SAO PAULO: Recent wet and overcast weather throughout Brazil's main sugarcane belt is a blessing for cane to be harvested in early 2013 but a curse for mills currently crushing and trying to ship sugar through the ports, meteorologists Somar said on Monday.
Unusually rainy weather in May and June over the main center-south sugarcane belt in Brazil let up in the first two weeks of July. This should improve the volume of sugar and ethanol produced by mills over the fortnight, Somar's long-term forecaster, Marco Antonio dos Santos, said.
But wet and cloudy weather started again over the weekend and is not expected to let up until July 19, he said. Rains temporarily dilute the sucrose levels in the cane plants and overcast skies inhibit photosynthesis. This slows mills harvest and makes the production of sugar and ethanol more costly.
Recoverable sucrose levels, also known locally as ATR, have been 3.9 percent below last year up to the end of June and they are not likely to recover immediately because of the return of rains, he said.

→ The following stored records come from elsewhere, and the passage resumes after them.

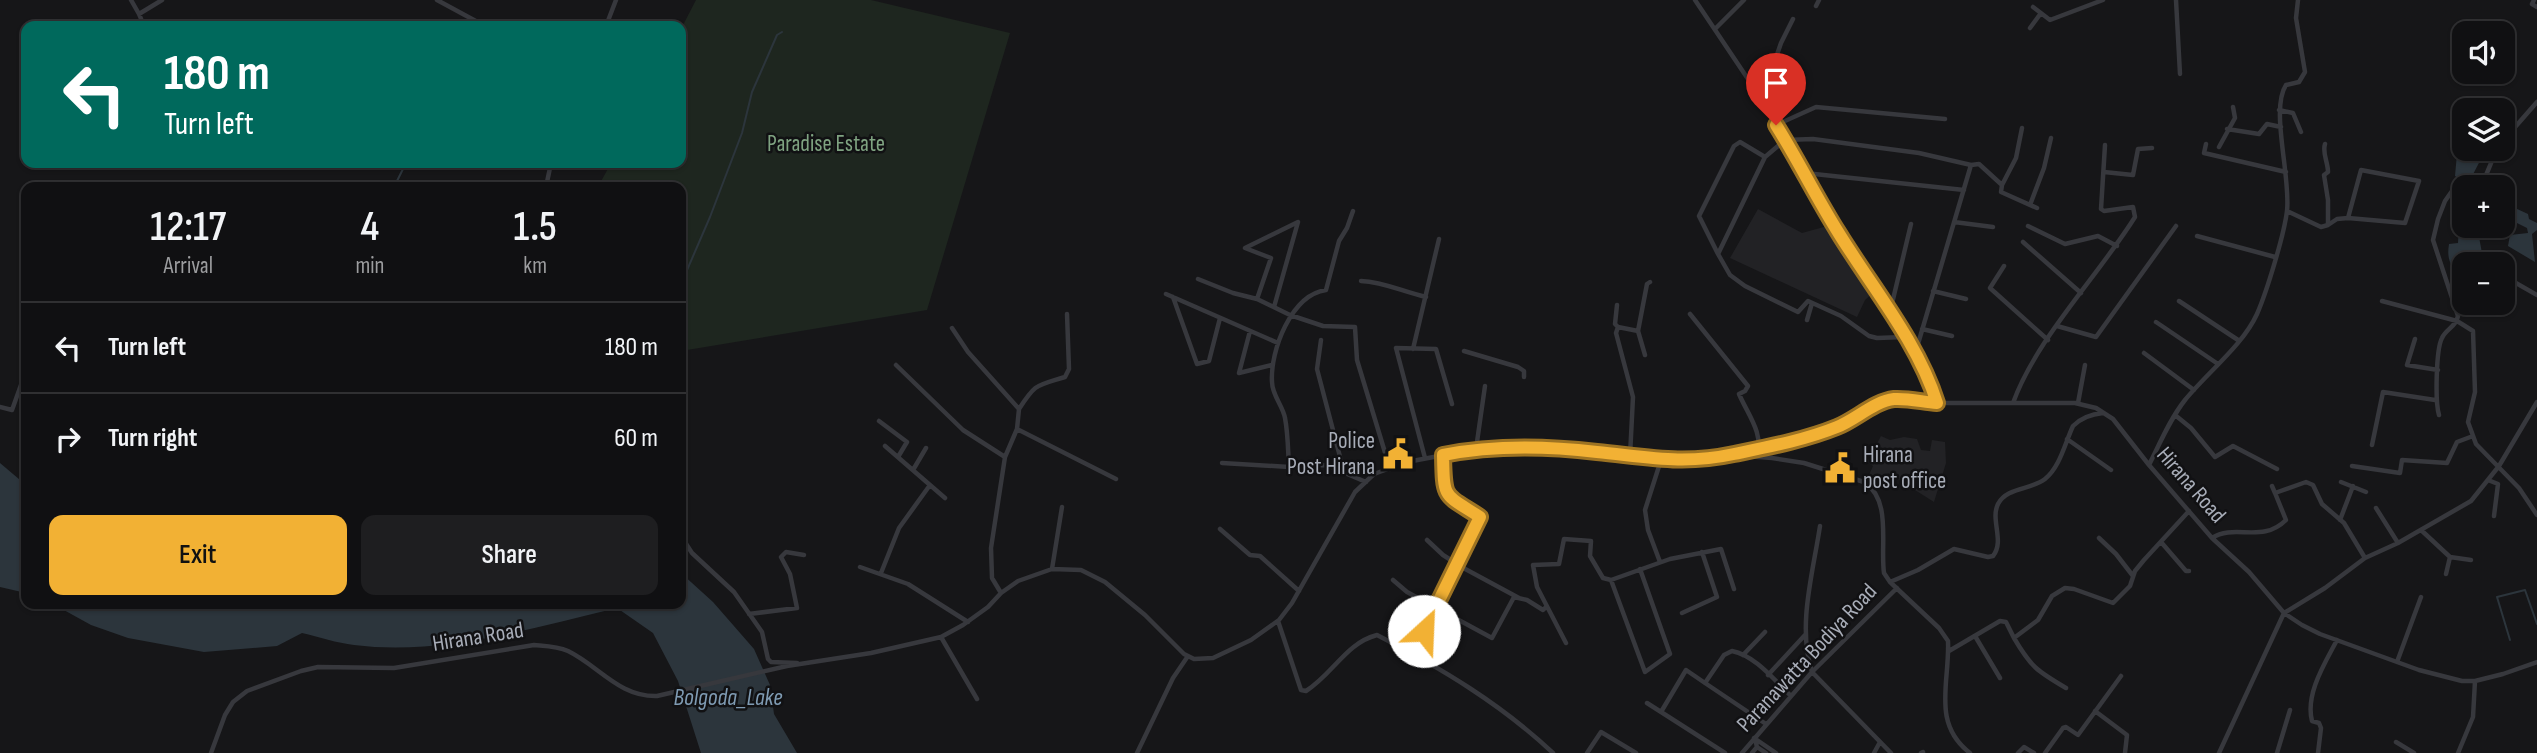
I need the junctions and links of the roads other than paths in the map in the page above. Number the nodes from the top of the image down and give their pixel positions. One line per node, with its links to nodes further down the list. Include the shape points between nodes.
1 (131, 0): 16 (street)
2 (162, 0): 16 (street)
3 (437, 0): 19 (street)
4 (616, 0): 20 (street)
5 (1695, 0): 22 (street)
6 (1744, 0): 22 (street)
7 (1819, 0): 12 (street)
8 (2103, 0): 15 (street, via 2050,20)
9 (2176, 0): 23 (street)
10 (2298, 0): 27 (street, via 2296,18 2305,72 2299,82 2286,85)
11 (2534, 0): 14 (street)
12 (1816, 6)
13 (2033, 7): 15 (street)
14 (2537, 7)
15 (2041, 13): 21 (street)
16 (139, 14): 18 (street)
17 (1793, 19): 24 (street, via 1770,75)
18 (142, 21)
19 (476, 21)
20 (608, 21)
21 (2030, 28)
22 (1715, 29): 24 (street)
23 (2180, 75)
24 (1754, 88): 29 (street)
25 (2537, 102): 31 (street)
26 (2233, 107): 33 (street, via 2235,118)
27 (2279, 110): 30 (street); 34 (street, via 2293,113)
28 (1945, 119): 29 (street, via 1816,107)
29 (1776, 125): 36 (street)
30 (2281, 127): 33 (street, via 2267,124 2259,134); 45 (street)
31 (2515, 127)
32 (2022, 128): 47 (street, via 2016,158)
33 (2227, 130): 40 (street)
34 (2301, 132)
35 (2051, 138): 50 (street)
36 (1785, 140): 42 (street); 43 (street, via 1814,139 1919,153); 46 (street)
37 (2206, 144): 45 (street, via 2204,153)
38 (2325, 144): 57 (street)
39 (2105, 145): 44 (street)
40 (2219, 147)
41 (2152, 148): 44 (street, via 2138,149 2133,175)
42 (1765, 157): 65 (street); 65 (street, via 1740,142 1734,146 1699,216)
43 (1971, 165): 47 (street, via 1979,164); 48 (street)
44 (2104, 172): 64 (street, via 2102,211 2135,209)
45 (2286, 172): 53 (street)
46 (1804, 173): 48 (street); 85 (street)
47 (2002, 185): 50 (street, via 2001,192)
48 (1964, 190): 55 (street)
49 (2452, 191): 92 (street, via 2433,240)
50 (2030, 205): 51 (street)
51 (2037, 208)
52 (1353, 211): 88 (street, via 1339,241 1326,290 1315,292)
53 (2287, 211): 57 (street, via 2320,227); 66 (street)
54 (2348, 218): 54 (street, via 2405,223 2419,181 2361,170); 57 (street)
55 (1954, 222): 60 (street); 72 (street)
56 (1911, 224): 85 (street)
57 (2328, 225)
58 (2028, 226): 64 (street, via 2065,244 2098,236)
59 (2176, 226): 93 (street, via 2096,337)
60 (1993, 227)
61 (2197, 236): 66 (street)
62 (1439, 239): 76 (street)
63 (2023, 242): 73 (street)
64 (2117, 246): 73 (street)
65 (1718, 254): 82 (street, via 1730,275 1745,286 1798,312 1808,301)
66 (2275, 257): 104 (street, via 2257,314)
67 (2004, 266): 103 (street, via 1990,288)
68 (1198, 279): 78 (street)
69 (1362, 281): 76 (street)
70 (1650, 282): 98 (street)
71 (2515, 282): 75 (street)
72 (1933, 291): 79 (street); 96 (street)
73 (2081, 293): 93 (street)
74 (1166, 294): 77 (street)
75 (2537, 295)
76 (1426, 296): 106 (street)
77 (1172, 297): 89 (street); 89 (street, via 1197,363 1209,360)
78 (1257, 299): 84 (street); 84 (street, via 1271,258 1245,248 1298,222)
79 (1966, 299)
80 (2179, 301): 104 (street)
81 (2382, 301): 92 (street)
82 (1812, 303): 90 (street); 100 (street, via 1877,338)
83 (1617, 305): 94 (street)
84 (1274, 307): 88 (street)
85 (1890, 313): 100 (street)
86 (1067, 314): 127 (street, via 1069,369 1065,377 1029,391)
87 (1690, 314): 139 (street, via 1748,386 1738,394 1753,422)
88 (1290, 315): 105 (street); 153 (street, via 1323,326 1355,327 1357,360)
89 (1220, 318): 97 (street)
90 (1807, 320)
91 (2156, 321): 111 (street)
92 (2458, 321): 115 (street, via 2442,338); 133 (street, via 2473,331 2475,392 2468,422)
93 (2057, 326): 103 (street)
94 (1618, 327): 98 (street); 142 (street, via 1633,397)
95 (952, 328): 127 (street)
96 (1922, 329): 99 (street); 109 (street)
97 (1250, 331): 105 (street); 113 (street, via 1238,373)
98 (1638, 331): 110 (street)
99 (1952, 336)
100 (1904, 337): 109 (street)
101 (2415, 339): 115 (street, via 2407,365)
102 (1321, 340): 157 (street, via 1317,369)
103 (2049, 340): 122 (street)
104 (2238, 340): 111 (street)
105 (1278, 343): 113 (street)
106 (1413, 349): 125 (street, via 1436,349); 146 (street, via 1396,348)
107 (1464, 351): 116 (street, via 1518,367)
108 (2144, 353): 119 (street)
109 (1915, 354): 121 (street)
110 (1645, 355)
111 (2218, 364): 119 (street)
112 (897, 365): 144 (street, via 963,430)
113 (1272, 365): 151 (street, via 1272,385 1285,416)
114 (2085, 365): 123 (street)
115 (2438, 370): 120 (street)
116 (1524, 377)
117 (21, 385): 126 (street, via 12,410)
118 (1485, 386): 138 (street)
119 (2194, 390): 129 (street)
120 (2435, 400): 130 (street); 135 (street, via 2383,392)
121 (1937, 403): 122 (street); 139 (street, via 1893,399 1836,428)
122 (2013, 403): 123 (street)
123 (2078, 403): 128 (street)
124 (2537, 403): 152 (street)
125 (1452, 404)
126 (0, 407)
127 (1018, 409): 132 (street)
128 (2104, 413): 134 (street, via 2077,422); 149 (street, Hirana Road)
129 (2175, 415): 149 (street); 154 (street, via 2215,457 2233,446)
130 (2438, 415)
131 (879, 421): 143 (street, via 907,442)
132 (1017, 429): 144 (street); 158 (street)
133 (2473, 436): 150 (street, via 2457,442 2447,463 2402,460 2400,473); 152 (street)
134 (2067, 439): 156 (street); 199 (street, via 2054,470 2044,480 2003,497 1997,507 1998,544 1993,556 1954,549)
135 (2372, 445)
136 (885, 446): 143 (street)
137 (926, 448): 155 (street)
138 (1476, 449): 140 (street); 142 (street)
139 (1759, 449): 141 (street); 145 (street)
140 (1443, 455): 146 (street); 189 (street, via 1447,495 1480,517)
141 (1732, 455): 145 (street); 147 (street)
142 (1630, 456): 147 (street)
143 (898, 457): 155 (street)
144 (1004, 457): 203 (street, via 991,548 992,578)
145 (1757, 457): 199 (street, via 1804,463 1873,488 1881,508 1882,560)
146 (1425, 458): 153 (street)
147 (1661, 460): 188 (street, via 1645,510)
148 (1222, 463): 151 (street)
149 (2149, 465): 170 (street, Hirana Road)
150 (2352, 466)
151 (1289, 467): 157 (street, via 1326,465)
152 (2499, 467): 159 (street); 171 (street)
153 (1390, 468): 160 (street)
154 (2277, 469)
155 (913, 470): 162 (street)
156 (2110, 470)
157 (1345, 472): 160 (street)
158 (1116, 479)
159 (2488, 480): 172 (street, via 2498,484); 176 (street, via 2465,506)
160 (1366, 482): 202 (street, via 1355,492)
161 (2341, 482): 164 (street)
162 (930, 485): 167 (street); 194 (street, via 899,528)
163 (2272, 486): 166 (street)
164 (2353, 486): 165 (street); 173 (street)
165 (2366, 492)
166 (2275, 493): 173 (street, via 2310,483 2322,504); 178 (street, via 2286,520 2282,524 2272,531 2223,533)
167 (945, 498)
168 (1062, 508): 191 (street)
169 (2376, 508): 181 (street)
170 (2189, 511): 178 (street, Hirana Road); 180 (street)
171 (2537, 515)
172 (2494, 516)
173 (2340, 520): 186 (street)
174 (1820, 526): 214 (street)
175 (1220, 529): 202 (street)
176 (2421, 530): 181 (street); 185 (street)
177 (2099, 538): 196 (street)
178 (2212, 538): 209 (street, Hirana Road)
179 (1427, 540): 189 (street)
180 (2161, 542): 193 (street); 196 (street)
181 (2398, 543): 186 (street)
182 (686, 544): 210 (street, via 734,592)
183 (1702, 552): 188 (street); 201 (street, via 1721,549); 208 (street, via 1717,597)
184 (804, 555): 210 (street, via 786,552 781,557 797,608)
185 (2450, 557): 187 (street); 195 (street)
186 (2365, 558): 209 (street)
187 (2471, 560)
188 (1660, 562): 192 (street)
189 (1456, 564): 205 (street); 206 (street)
190 (860, 567): 194 (street)
191 (1052, 569): 203 (street, Hirana Road); 223 (street, via 1082,570 1105,582)
192 (1640, 569): 198 (street); 198 (street, via 1670,654 1645,671)
193 (2189, 571)
194 (881, 573): 212 (street, via 908,584)
195 (2446, 574)
196 (2133, 576): 217 (street, via 2130,586 2113,603 2074,589 2058,591 2038,620)
197 (1393, 580): 206 (street)
198 (1611, 580): 207 (street, via 1603,578 1590,556 1591,541 1564,539 1559,564 1533,565)
199 (1890, 582): 200 (street)
200 (1897, 588): 220 (street, via 1939,628); 227 (street, Paranawatta Bodiya Road)
201 (1734, 589)
202 (1299, 591): 211 (street)
203 (1001, 593): 212 (street, Hirana Road)
204 (2421, 597): 224 (street)
205 (1518, 598): 206 (street, via 1514,597 1492,638); 207 (street, via 1543,610)
206 (1435, 607): 221 (street)
207 (1546, 607): 219 (street)
208 (1682, 613)
209 (2284, 613): 218 (street, Hirana Road); 262 (street)
210 (749, 614): 226 (street, via 762,632 771,662)
211 (1278, 621): 221 (street, via 1301,690 1322,681 1348,650 1365,638 1377,635); 223 (street, via 1213,658)
212 (968, 622): 216 (street, Hirana Road)
213 (1765, 632): 222 (street)
214 (1805, 635): 227 (street); 228 (street)
215 (1975, 636): 217 (street, via 2003,621); 220 (street); 230 (street)
216 (941, 637): 226 (street, Hirana Road); 235 (street)
217 (2014, 638): 233 (street, via 2037,671)
218 (2337, 640): 224 (street, Hirana Road); 264 (street, via 2309,710 2312,721 2320,726)
219 (1566, 643)
220 (1949, 651): 257 (street, via 1944,696 1947,717 1952,736)
221 (1414, 654): 247 (street, via 1487,698)
222 (1743, 655): 228 (street); 232 (street, via 1724,655)
223 (1188, 656): 246 (street)
224 (2397, 662): 231 (street, Hirana Road)
225 (2537, 662): 231 (street, Hirana Road)
226 (798, 663): 245 (street, Hirana Road, via 643,696 629,692 572,654 549,646 394,668 318,667 247,691 233,702)
227 (1812, 672): 234 (street, Paranawatta Bodiya Road); 242 (street)
228 (1768, 675): 234 (street)
229 (2121, 676): 238 (street)
230 (2000, 678)
231 (2475, 681): 266 (street, via 2473,718)
232 (1705, 683): 239 (street, via 1686,670); 240 (street)
233 (2066, 688)
234 (1791, 696): 240 (street, Paranawatta Bodiya Road)
235 (977, 699)
236 (1647, 702): 239 (street)
237 (2290, 710): 263 (street)
238 (2095, 711): 260 (street, via 2078,735 2063,728); 261 (street, via 2127,735)
239 (1661, 712): 250 (street)
240 (1766, 724): 241 (street, Paranawatta Bodiya Road)
241 (1754, 738): 244 (street); 251 (street, Paranawatta Bodiya Road); 254 (street)
242 (1880, 742): 255 (street); 256 (street)
243 (2396, 742): 265 (street)
244 (1756, 747): 252 (street); 253 (street)
245 (211, 753)
246 (1137, 753)
247 (1553, 753)
248 (1587, 753): 249 (street, via 1601,732)
249 (1636, 753)
250 (1725, 753)
251 (1742, 753)
252 (1752, 753)
253 (1766, 753)
254 (1776, 753)
255 (1874, 753)
256 (1891, 753)
257 (1970, 753)
258 (2018, 753): 259 (street, via 2024,747)
259 (2034, 753)
260 (2045, 753)
261 (2125, 753)
262 (2219, 753)
263 (2277, 753)
264 (2318, 753)
265 (2414, 753)
266 (2458, 753)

But the volume of cane crushed in the first half of July will improve from recent months due to the drier conditions before the weekend, dos Santos added.
The wet weather upon the region has also slowed loading of bulk raws at the ports of Santos and Paranagua, further to the south. Strikes by sanitary inspection agents are expected to slow the movement of goods through the ports.
It is unclear if the strikes will slow bulk cargoes of sugar. Traders have gone to the local courts in the past to secure the needed clearance for shipments.
NEXT CROP
The recent rains will benefit the next crop due to start harvesting in early 2013. The moisture helps germinate recently planted or cut cane and hastens the growth of biomass that will have the opportunity to accumulate greater levels of sucrose by the time of harvest next year.
Dos Santos said if El Nino weather patterns materialize later this year, as some forecasters predict, they will tend to contribute to greater rainfall over the cane belt.
Although harvesting of the current crop could be slowed toward the end of the crushing season in November and December, with the onset of the rainy season, rains will tend to let up earlier than normal in 2013 due to El Nino conditions, which will help the concentration of sucrose prior to the start of next season, Dos Santos said.